Task to carry out –
Every line below should be duplicated exactly.

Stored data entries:
# # # #

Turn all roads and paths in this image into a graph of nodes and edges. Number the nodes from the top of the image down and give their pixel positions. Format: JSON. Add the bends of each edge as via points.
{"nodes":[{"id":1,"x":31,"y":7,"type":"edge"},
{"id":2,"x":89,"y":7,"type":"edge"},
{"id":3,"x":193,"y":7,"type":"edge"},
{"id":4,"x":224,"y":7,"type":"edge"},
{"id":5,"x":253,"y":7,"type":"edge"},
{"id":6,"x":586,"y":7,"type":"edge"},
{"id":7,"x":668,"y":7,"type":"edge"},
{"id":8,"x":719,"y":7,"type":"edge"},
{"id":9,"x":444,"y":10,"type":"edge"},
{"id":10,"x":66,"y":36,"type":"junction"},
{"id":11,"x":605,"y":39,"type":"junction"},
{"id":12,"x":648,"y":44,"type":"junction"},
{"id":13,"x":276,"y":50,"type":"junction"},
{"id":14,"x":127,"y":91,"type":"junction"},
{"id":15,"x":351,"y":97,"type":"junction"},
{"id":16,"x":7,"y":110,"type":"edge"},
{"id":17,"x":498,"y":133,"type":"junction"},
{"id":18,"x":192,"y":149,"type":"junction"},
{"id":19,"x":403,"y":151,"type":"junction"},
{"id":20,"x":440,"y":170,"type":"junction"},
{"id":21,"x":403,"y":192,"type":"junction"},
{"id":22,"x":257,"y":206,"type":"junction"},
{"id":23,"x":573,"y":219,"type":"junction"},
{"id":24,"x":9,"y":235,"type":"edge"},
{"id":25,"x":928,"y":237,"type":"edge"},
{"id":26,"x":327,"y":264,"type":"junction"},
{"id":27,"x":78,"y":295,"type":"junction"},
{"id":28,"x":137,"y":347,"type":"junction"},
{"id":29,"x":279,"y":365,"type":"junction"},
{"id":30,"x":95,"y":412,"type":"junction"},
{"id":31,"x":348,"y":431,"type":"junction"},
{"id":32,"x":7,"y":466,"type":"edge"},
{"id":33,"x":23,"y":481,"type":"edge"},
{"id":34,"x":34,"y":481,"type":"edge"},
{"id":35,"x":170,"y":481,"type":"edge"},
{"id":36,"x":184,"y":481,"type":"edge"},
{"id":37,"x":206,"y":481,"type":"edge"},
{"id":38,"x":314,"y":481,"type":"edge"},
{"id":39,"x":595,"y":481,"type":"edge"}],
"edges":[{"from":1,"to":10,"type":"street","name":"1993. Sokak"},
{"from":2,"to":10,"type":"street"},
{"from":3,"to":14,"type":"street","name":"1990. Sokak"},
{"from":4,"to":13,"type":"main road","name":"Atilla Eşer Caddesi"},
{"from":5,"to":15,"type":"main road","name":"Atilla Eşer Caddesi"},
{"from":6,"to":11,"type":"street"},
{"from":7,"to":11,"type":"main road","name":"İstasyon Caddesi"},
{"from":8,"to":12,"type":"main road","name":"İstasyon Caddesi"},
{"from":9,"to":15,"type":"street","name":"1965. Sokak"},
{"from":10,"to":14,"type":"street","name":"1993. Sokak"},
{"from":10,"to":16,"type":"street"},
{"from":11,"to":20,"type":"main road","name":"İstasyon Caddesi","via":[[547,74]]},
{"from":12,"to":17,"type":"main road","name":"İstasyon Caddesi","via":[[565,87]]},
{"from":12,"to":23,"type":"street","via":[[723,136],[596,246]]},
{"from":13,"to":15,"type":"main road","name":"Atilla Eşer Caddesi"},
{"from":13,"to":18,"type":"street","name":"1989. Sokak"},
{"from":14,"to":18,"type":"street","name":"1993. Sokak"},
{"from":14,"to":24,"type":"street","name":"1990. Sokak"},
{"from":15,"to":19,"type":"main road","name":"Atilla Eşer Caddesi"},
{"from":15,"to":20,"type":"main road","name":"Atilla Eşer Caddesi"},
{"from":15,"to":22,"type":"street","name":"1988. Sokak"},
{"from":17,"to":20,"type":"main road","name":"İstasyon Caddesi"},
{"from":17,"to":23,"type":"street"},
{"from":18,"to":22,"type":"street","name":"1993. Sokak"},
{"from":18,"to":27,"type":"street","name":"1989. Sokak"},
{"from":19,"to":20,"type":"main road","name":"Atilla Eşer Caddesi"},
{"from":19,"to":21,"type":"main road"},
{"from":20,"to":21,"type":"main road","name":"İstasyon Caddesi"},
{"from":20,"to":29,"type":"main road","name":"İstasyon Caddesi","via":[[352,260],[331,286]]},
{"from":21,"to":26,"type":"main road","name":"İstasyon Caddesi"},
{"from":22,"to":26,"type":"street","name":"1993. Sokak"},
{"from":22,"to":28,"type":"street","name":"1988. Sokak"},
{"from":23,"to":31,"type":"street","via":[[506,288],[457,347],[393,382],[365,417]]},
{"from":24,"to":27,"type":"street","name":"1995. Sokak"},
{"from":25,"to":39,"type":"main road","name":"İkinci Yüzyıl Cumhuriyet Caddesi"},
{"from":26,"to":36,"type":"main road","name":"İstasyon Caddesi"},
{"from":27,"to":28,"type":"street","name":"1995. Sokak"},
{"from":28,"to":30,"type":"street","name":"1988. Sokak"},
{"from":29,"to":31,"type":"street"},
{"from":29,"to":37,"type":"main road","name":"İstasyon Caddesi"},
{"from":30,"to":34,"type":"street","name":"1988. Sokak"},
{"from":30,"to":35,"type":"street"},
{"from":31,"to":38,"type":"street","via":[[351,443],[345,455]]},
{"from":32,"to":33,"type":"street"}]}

# # # #

Result –
Turn all roads and paths in this image into a graph of nodes and edges. Number the nodes from the top of the image down and give their pixel positions. Format: JSON. Add the bends of each edge as via points.
{"nodes":[{"id":1,"x":31,"y":7,"type":"edge"},
{"id":2,"x":89,"y":7,"type":"edge"},
{"id":3,"x":193,"y":7,"type":"edge"},
{"id":4,"x":224,"y":7,"type":"edge"},
{"id":5,"x":253,"y":7,"type":"edge"},
{"id":6,"x":586,"y":7,"type":"edge"},
{"id":7,"x":668,"y":7,"type":"edge"},
{"id":8,"x":719,"y":7,"type":"edge"},
{"id":9,"x":444,"y":10,"type":"edge"},
{"id":10,"x":66,"y":36,"type":"junction"},
{"id":11,"x":605,"y":39,"type":"junction"},
{"id":12,"x":648,"y":44,"type":"junction"},
{"id":13,"x":276,"y":50,"type":"junction"},
{"id":14,"x":127,"y":91,"type":"junction"},
{"id":15,"x":351,"y":97,"type":"junction"},
{"id":16,"x":7,"y":110,"type":"edge"},
{"id":17,"x":498,"y":133,"type":"junction"},
{"id":18,"x":192,"y":149,"type":"junction"},
{"id":19,"x":403,"y":151,"type":"junction"},
{"id":20,"x":440,"y":170,"type":"junction"},
{"id":21,"x":403,"y":192,"type":"junction"},
{"id":22,"x":257,"y":206,"type":"junction"},
{"id":23,"x":573,"y":219,"type":"junction"},
{"id":24,"x":9,"y":235,"type":"edge"},
{"id":25,"x":928,"y":237,"type":"edge"},
{"id":26,"x":327,"y":264,"type":"junction"},
{"id":27,"x":78,"y":295,"type":"junction"},
{"id":28,"x":137,"y":347,"type":"junction"},
{"id":29,"x":279,"y":365,"type":"junction"},
{"id":30,"x":95,"y":412,"type":"junction"},
{"id":31,"x":348,"y":431,"type":"junction"},
{"id":32,"x":7,"y":466,"type":"edge"},
{"id":33,"x":23,"y":481,"type":"edge"},
{"id":34,"x":34,"y":481,"type":"edge"},
{"id":35,"x":170,"y":481,"type":"edge"},
{"id":36,"x":184,"y":481,"type":"edge"},
{"id":37,"x":206,"y":481,"type":"edge"},
{"id":38,"x":314,"y":481,"type":"edge"},
{"id":39,"x":595,"y":481,"type":"edge"}],
"edges":[{"from":1,"to":10,"type":"street","name":"1993. Sokak"},
{"from":2,"to":10,"type":"street"},
{"from":3,"to":14,"type":"street","name":"1990. Sokak"},
{"from":4,"to":13,"type":"main road","name":"Atilla Eşer Caddesi"},
{"from":5,"to":15,"type":"main road","name":"Atilla Eşer Caddesi"},
{"from":6,"to":11,"type":"street"},
{"from":7,"to":11,"type":"main road","name":"İstasyon Caddesi"},
{"from":8,"to":12,"type":"main road","name":"İstasyon Caddesi"},
{"from":9,"to":15,"type":"street","name":"1965. Sokak"},
{"from":10,"to":14,"type":"street","name":"1993. Sokak"},
{"from":10,"to":16,"type":"street"},
{"from":11,"to":20,"type":"main road","name":"İstasyon Caddesi","via":[[547,74]]},
{"from":12,"to":17,"type":"main road","name":"İstasyon Caddesi","via":[[565,87]]},
{"from":12,"to":23,"type":"street","via":[[723,136],[596,246]]},
{"from":13,"to":15,"type":"main road","name":"Atilla Eşer Caddesi"},
{"from":13,"to":18,"type":"street","name":"1989. Sokak"},
{"from":14,"to":18,"type":"street","name":"1993. Sokak"},
{"from":14,"to":24,"type":"street","name":"1990. Sokak"},
{"from":15,"to":19,"type":"main road","name":"Atilla Eşer Caddesi"},
{"from":15,"to":20,"type":"main road","name":"Atilla Eşer Caddesi"},
{"from":15,"to":22,"type":"street","name":"1988. Sokak"},
{"from":17,"to":20,"type":"main road","name":"İstasyon Caddesi"},
{"from":17,"to":23,"type":"street"},
{"from":18,"to":22,"type":"street","name":"1993. Sokak"},
{"from":18,"to":27,"type":"street","name":"1989. Sokak"},
{"from":19,"to":20,"type":"main road","name":"Atilla Eşer Caddesi"},
{"from":19,"to":21,"type":"main road"},
{"from":20,"to":21,"type":"main road","name":"İstasyon Caddesi"},
{"from":20,"to":29,"type":"main road","name":"İstasyon Caddesi","via":[[352,260],[331,286]]},
{"from":21,"to":26,"type":"main road","name":"İstasyon Caddesi"},
{"from":22,"to":26,"type":"street","name":"1993. Sokak"},
{"from":22,"to":28,"type":"street","name":"1988. Sokak"},
{"from":23,"to":31,"type":"street","via":[[506,288],[457,347],[393,382],[365,417]]},
{"from":24,"to":27,"type":"street","name":"1995. Sokak"},
{"from":25,"to":39,"type":"main road","name":"İkinci Yüzyıl Cumhuriyet Caddesi"},
{"from":26,"to":36,"type":"main road","name":"İstasyon Caddesi"},
{"from":27,"to":28,"type":"street","name":"1995. Sokak"},
{"from":28,"to":30,"type":"street","name":"1988. Sokak"},
{"from":29,"to":31,"type":"street"},
{"from":29,"to":37,"type":"main road","name":"İstasyon Caddesi"},
{"from":30,"to":34,"type":"street","name":"1988. Sokak"},
{"from":30,"to":35,"type":"street"},
{"from":31,"to":38,"type":"street","via":[[351,443],[345,455]]},
{"from":32,"to":33,"type":"street"}]}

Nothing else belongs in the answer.